1991). Parasites transmitted vertically (from parent to offspring) tend to be less virulent than parasites transmitted horizontally (between unrelated individuals of the same or different species). Studies in which virulence is shown to increase during parasite-host interaction, as in Ebert’s (1994) experiment with Daphnia magna, necessitate a synthesis of traditionally discrete factors to predict a coevolutionary outcome. Authors prone to habitually use the word decrease before the word virulence are encouraged to replace the former with modulate, which emphasizes the need for an inclusive, predictive paradigm for parasite-host interaction. Evolutionary history and mode of transmission will first be considered separately, then integrated using an equation discussed by Antia et al. (1993) and a model proposed by Lenski and May (1994).
Transmission is a spatial factor, defined by host density and specific qualities of host-parasite interaction, which gives direction to the modulation of virulence. Evolution is a temporal factor which determines the extent of the modulation. The selective pressures of the transmission mode act on parasite populations over evolutionary time, favoring an equilibrium level of virulence (Lenski and May 1994). DOES COEVOLUTION DETERMINE VIRULENCE? Incongruent evolution is the colonization of a new host species by a parasite. It is widely reported that such colonizations, when successful, feature high virulence due to the lack of both evolved host defenses and parasitic self-regulation (Esch and Fernandez 1993, Toft et al.
1991). Unsuccessful colonizations must frequently occur when parasites encounter hosts with adequate defenses. In Africa, indigenous ruminants experience low virulence from Trypanosoma brucei infection, while introduced ruminants suffer fatal infections (Esch and Fernandez 1993). There has been no time for the new host to develop immunity, or for the parasite to self-regulate. Virulent colonizations may occur regularly in epizootic-enzootic cycles.
Sin Nombre virus, a hemmorhagic fever virus, was epizootic in 1993 after the population of its primary enzootic host, Peromyscus maniculatus, had exploded, increasing the likelihood of transmission to humans (Childs et al. 1995).

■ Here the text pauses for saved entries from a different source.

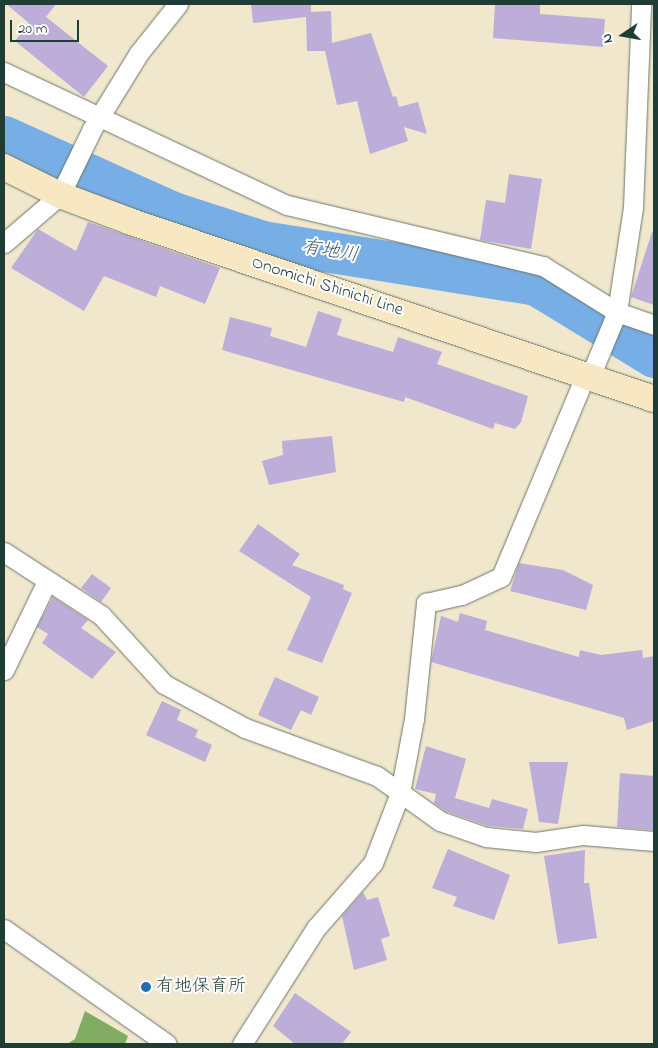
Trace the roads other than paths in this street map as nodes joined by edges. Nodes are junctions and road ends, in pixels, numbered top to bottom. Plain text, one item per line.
1 (178, 4) edge
2 (640, 4) edge
3 (4, 72) edge
4 (95, 125) junction
5 (4, 166) edge
6 (63, 190) junction
7 (4, 243) edge
8 (617, 312) junction
9 (654, 325) edge
10 (590, 371) junction
11 (654, 399) edge
12 (4, 552) edge
13 (46, 581) junction
14 (4, 670) edge
15 (400, 793) junction
16 (654, 841) edge
17 (4, 929) edge
18 (167, 1044) edge
19 (242, 1044) edge

1 - 4 street
2 - 8 street
3 - 4 street
4 - 6 street
4 - 8 street
5 - 6 main road, Onomichi Shinichi Line
6 - 7 street
6 - 10 main road, Onomichi Shinichi Line
8 - 9 street
8 - 10 street
10 - 11 main road, Onomichi Shinichi Line
10 - 15 street
12 - 13 street
13 - 14 street
13 - 15 street
15 - 16 street
15 - 19 street
17 - 18 street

Sin Nombre exhibited unusually high mortality in human populations (Childs et al. 1995), which were being colonized by the parasite. It is assumed that coevolution of parasite and host will result in decreased virulence (Esch and Fernandez 1993, Toft et al. 1991).

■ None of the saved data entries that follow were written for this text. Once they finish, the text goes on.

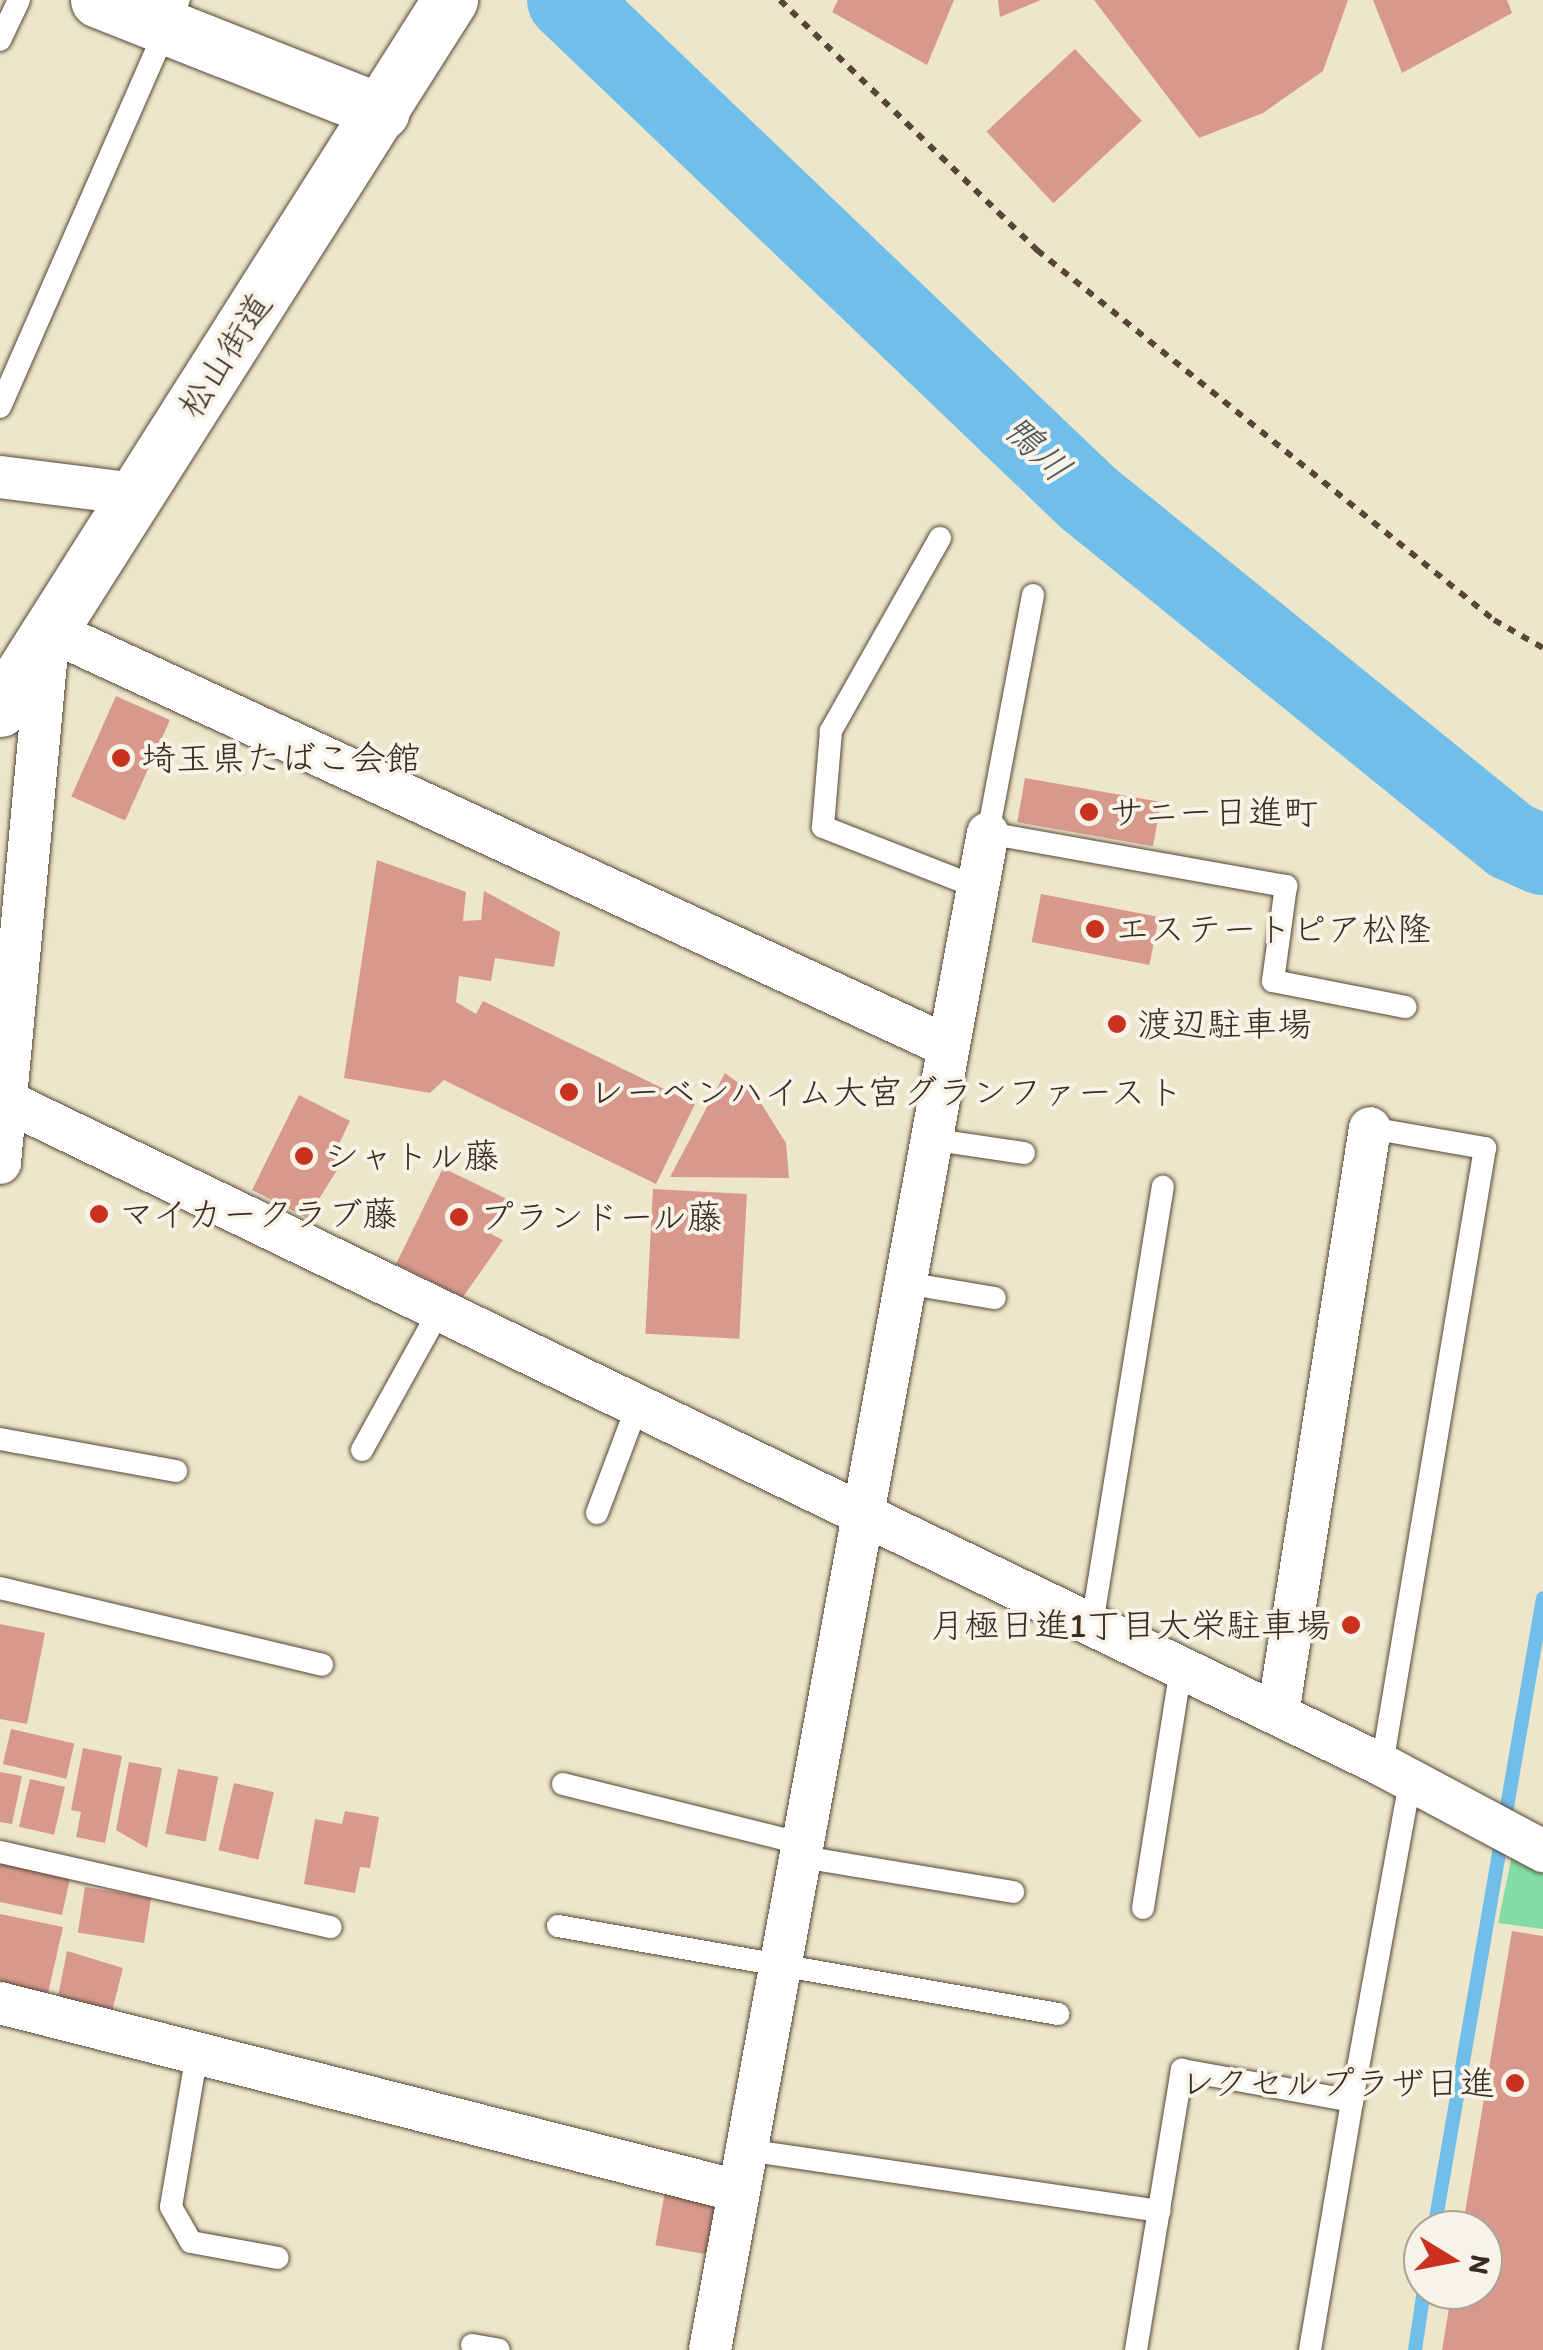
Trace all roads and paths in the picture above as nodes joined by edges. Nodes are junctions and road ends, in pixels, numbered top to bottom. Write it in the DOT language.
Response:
graph roads {
  1 [pos="19,0"];
  2 [pos="98,0"];
  3 [pos="780,0"];
  4 [pos="448,2"];
  5 [pos="175,14"];
  6 [pos="0,40"];
  7 [pos="382,112"];
  8 [pos="0,407"];
  9 [pos="0,477"];
  10 [pos="135,494"];
  11 [pos="940,538"];
  12 [pos="1033,595"];
  13 [pos="49,630"];
  14 [pos="1543,648"];
  15 [pos="0,709"];
  16 [pos="988,833"];
  17 [pos="977,887"];
  18 [pos="1405,1006"];
  19 [pos="945,1045"];
  20 [pos="3,1099"];
  21 [pos="1370,1128"];
  22 [pos="929,1139"];
  23 [pos="1024,1153"];
  24 [pos="0,1164"];
  25 [pos="1164,1188"];
  26 [pos="905,1283"];
  27 [pos="994,1298"];
  28 [pos="440,1309"];
  29 [pos="638,1404"];
  30 [pos="0,1439"];
  31 [pos="362,1450"];
  32 [pos="176,1470"];
  33 [pos="597,1514"];
  34 [pos="867,1514"];
  35 [pos="0,1588"];
  36 [pos="1092,1624"];
  37 [pos="322,1666"];
  38 [pos="1181,1667"];
  39 [pos="1278,1714"];
  40 [pos="1396,1773"];
  41 [pos="563,1784"];
  42 [pos="803,1851"];
  43 [pos="0,1852"];
  44 [pos="1543,1852"];
  45 [pos="1014,1892"];
  46 [pos="1143,1908"];
  47 [pos="558,1926"];
  48 [pos="331,1927"];
  49 [pos="780,1972"];
  50 [pos="0,2003"];
  51 [pos="1058,2014"];
  52 [pos="196,2053"];
  53 [pos="1352,2102"];
  54 [pos="746,2150"];
  55 [pos="738,2191"];
  56 [pos="1160,2211"];
  57 [pos="278,2258"];
  58 [pos="472,2345"];
  59 [pos="714,2349"];
  60 [pos="499,2350"];
  61 [pos="1136,2350"];
  62 [pos="1310,2350"];
  1 -- 6 [label="lane"];
  2 -- 5 [label="main road"];
  3 -- 14 [label="path"];
  4 -- 7 [label="main road, 松山街道"];
  5 -- 7 [label="main road"];
  5 -- 8 [label="lane"];
  7 -- 10 [label="main road, 松山街道"];
  9 -- 10 [label="street"];
  10 -- 13 [label="main road, 松山街道"];
  11 -- 17 [label="lane"];
  12 -- 16 [label="lane"];
  13 -- 15 [label="main road, 松山街道"];
  13 -- 19 [label="street"];
  13 -- 20 [label="street"];
  16 -- 17 [label="street"];
  16 -- 18 [label="lane"];
  17 -- 19 [label="street"];
  19 -- 22 [label="street"];
  20 -- 24 [label="street"];
  20 -- 28 [label="street"];
  21 -- 39 [label="street"];
  21 -- 40 [label="lane"];
  22 -- 23 [label="lane"];
  22 -- 26 [label="street"];
  25 -- 36 [label="lane"];
  26 -- 27 [label="lane"];
  26 -- 34 [label="street"];
  28 -- 29 [label="street"];
  28 -- 31 [label="lane"];
  29 -- 33 [label="lane"];
  29 -- 34 [label="street"];
  30 -- 32 [label="lane"];
  34 -- 36 [label="street"];
  34 -- 42 [label="street"];
  35 -- 37 [label="lane"];
  36 -- 38 [label="street"];
  38 -- 39 [label="street"];
  38 -- 46 [label="lane"];
  39 -- 40 [label="street"];
  40 -- 44 [label="street"];
  40 -- 53 [label="lane"];
  41 -- 42 [label="lane"];
  42 -- 45 [label="lane"];
  42 -- 49 [label="street"];
  43 -- 48 [label="lane"];
  47 -- 49 [label="lane"];
  49 -- 51 [label="lane"];
  49 -- 54 [label="street"];
  50 -- 52 [label="street"];
  52 -- 55 [label="street"];
  52 -- 57 [label="lane"];
  53 -- 56 [label="lane"];
  53 -- 62 [label="lane"];
  54 -- 55 [label="street"];
  54 -- 56 [label="lane"];
  55 -- 59 [label="street"];
  56 -- 61 [label="lane"];
  58 -- 60 [label="lane"];
}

Sin Nombre virus was found to infect 30.4 % of the P. maniculatus population, exhibiting little or no virulence in the mice (Childs et al. 1995). Similar low levels of virulence have been found in the enzootic rodent hosts of Yersinia pestis (Gage et al. 1995). In Australia, decreased grades of virulence of myxoma virus have been observed in rabbit populations since the virus was introduced in 1951 (Krebs C.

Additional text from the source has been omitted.